マル太の『道草日記』

ほぼ毎日更新――

織田信長のことで強調したいこと

 織田信長の存在を――
 僕が初めて意識したのは――
 小学校の中学年の頃であったと記憶しております。

 同級生の男の子が、

 ――織田信長は、日本で初めて鉄砲を上手に使った人だ。

 といっているのを聞いて――

 (へえ、そんな人がいるんだ)
 と思ったのを覚えています。

 当時の僕は、

  鉄砲を上手に使った
  = 射撃の名人

 という理解でした。

 よって――
 織田信長のことを、

 ――とても腕のよい猟師

 くらいに思っていたのです。

 (いくら日本で最初に鉄砲を上手に使った人とはいえ、ただの猟師が歴史に名を残すことがあるんだ)
 などと思っていました。

 もちろん――
 その同級生の男の子がいっていたのは――
 いわゆる、

 ――長篠の戦いにおける織田勢・鉄砲三段撃ち

 のエピソードであったに違いありません。

 中学生くらいになって――
 ようやく、
 (ああ。
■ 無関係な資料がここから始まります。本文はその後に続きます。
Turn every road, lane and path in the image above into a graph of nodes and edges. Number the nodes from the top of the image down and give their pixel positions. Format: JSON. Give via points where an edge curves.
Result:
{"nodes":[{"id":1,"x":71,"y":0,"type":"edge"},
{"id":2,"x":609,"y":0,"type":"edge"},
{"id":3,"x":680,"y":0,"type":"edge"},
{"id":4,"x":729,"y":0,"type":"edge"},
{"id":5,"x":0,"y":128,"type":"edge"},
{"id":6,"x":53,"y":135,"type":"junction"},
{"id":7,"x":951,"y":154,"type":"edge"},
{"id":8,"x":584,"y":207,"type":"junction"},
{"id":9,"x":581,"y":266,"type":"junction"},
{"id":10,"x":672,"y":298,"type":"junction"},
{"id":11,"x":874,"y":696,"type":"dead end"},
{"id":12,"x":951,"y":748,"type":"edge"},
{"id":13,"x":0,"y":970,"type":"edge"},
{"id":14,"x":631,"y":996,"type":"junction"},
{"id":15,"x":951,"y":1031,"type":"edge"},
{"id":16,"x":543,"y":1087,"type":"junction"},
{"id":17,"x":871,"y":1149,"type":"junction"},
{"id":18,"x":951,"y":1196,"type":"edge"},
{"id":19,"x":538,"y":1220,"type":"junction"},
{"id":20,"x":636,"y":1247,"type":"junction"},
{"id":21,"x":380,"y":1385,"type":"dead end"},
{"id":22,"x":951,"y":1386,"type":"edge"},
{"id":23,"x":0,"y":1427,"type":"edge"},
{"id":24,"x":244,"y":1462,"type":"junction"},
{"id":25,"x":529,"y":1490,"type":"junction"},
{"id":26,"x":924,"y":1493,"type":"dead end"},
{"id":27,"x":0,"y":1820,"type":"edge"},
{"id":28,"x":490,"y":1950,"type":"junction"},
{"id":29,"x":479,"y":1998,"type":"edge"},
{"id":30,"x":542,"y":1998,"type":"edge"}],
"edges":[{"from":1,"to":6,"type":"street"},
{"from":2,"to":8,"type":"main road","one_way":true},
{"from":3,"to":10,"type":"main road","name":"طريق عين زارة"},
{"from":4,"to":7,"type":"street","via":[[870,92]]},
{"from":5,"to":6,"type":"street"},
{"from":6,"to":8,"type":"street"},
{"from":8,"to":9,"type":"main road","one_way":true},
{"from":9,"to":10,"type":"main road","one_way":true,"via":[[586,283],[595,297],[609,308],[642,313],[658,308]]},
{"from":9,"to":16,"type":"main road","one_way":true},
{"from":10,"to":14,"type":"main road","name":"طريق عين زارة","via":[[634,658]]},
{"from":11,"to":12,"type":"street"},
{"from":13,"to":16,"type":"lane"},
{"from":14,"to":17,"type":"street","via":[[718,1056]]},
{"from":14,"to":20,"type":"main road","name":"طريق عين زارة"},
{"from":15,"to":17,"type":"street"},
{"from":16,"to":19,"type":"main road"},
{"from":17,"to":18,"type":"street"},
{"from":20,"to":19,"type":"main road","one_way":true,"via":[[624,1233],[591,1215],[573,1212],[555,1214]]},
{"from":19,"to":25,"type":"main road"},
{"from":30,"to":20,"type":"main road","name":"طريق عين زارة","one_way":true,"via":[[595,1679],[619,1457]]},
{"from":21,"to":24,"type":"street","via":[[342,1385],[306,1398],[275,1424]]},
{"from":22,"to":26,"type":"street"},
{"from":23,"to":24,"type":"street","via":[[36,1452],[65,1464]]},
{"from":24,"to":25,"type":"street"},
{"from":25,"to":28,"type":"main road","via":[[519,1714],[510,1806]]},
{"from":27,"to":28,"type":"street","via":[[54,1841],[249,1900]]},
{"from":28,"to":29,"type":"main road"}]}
織田信長の「鉄砲を上手に使った」って、三段撃ちのことだったんだ)
 と気づきましたが――

 当時、歴史物のTVドラマで、鉄砲に撃たれる騎馬武者たちの映像を痛々しくみていたこともあって――
 織田信長のイメージが、すこぶる悪くなりました。

 もちろん――
 織田信長にとっては心外な理由であったでしょう(笑

 高校生くらいになって――
 いわゆる“三段撃ち”の史実性が揺らいでいることや――
 その“三段撃ち”と長篠の戦いにおける織田信長の勝因とは無関係とされているらしいことから――
 織田信長のイメージが、僕の中で(笑)、徐々に回復していきました。

 この後――
 僕は、織田信長という歴史上の人物を、初めて真剣にとらえようとしました。

 当初は、

 ――進取の気性に富んだ革命的政治家であり、軍司令官であった。

 と理解していましたが――
 それだけでは、いわゆる本能寺の変の最期を巧く説明できません。

 今の僕は――
 3日前の『道草日記』などで述べているように、

 ――超現実主義者・超合理主義者

 と理解しています。

 強調したいのは、

 ――優れた現実主義者・合理主義者

 ではない――
 という点です。

 織田信長は――
 いわば現実主義者・合理主義者としては度が過ぎていたため――
 足元をすくわれて――
 あのような不本意な最期を迎えた――
 と、僕は理解しています。

 具体的には、

 ――人には感情があり、それゆえに、人は、ときに非合理的な行動をする。

 という現実を――
 不幸にして把握し損ねた、と――

 ……

 ……

 要するに――

 明智光秀の感情を――
 織田信長は、肝心な時に、つかめなかったのです。

 ……

 ……

 そのような――
 人の感情を取り巻く現実を――

 例えば、徳川家康などは、十分に把握していました。

 そのために――
 徳川家康は、いわゆる幕藩体制を構築し、その後260年にわたって維持することに成功した――
 と、僕は理解しています。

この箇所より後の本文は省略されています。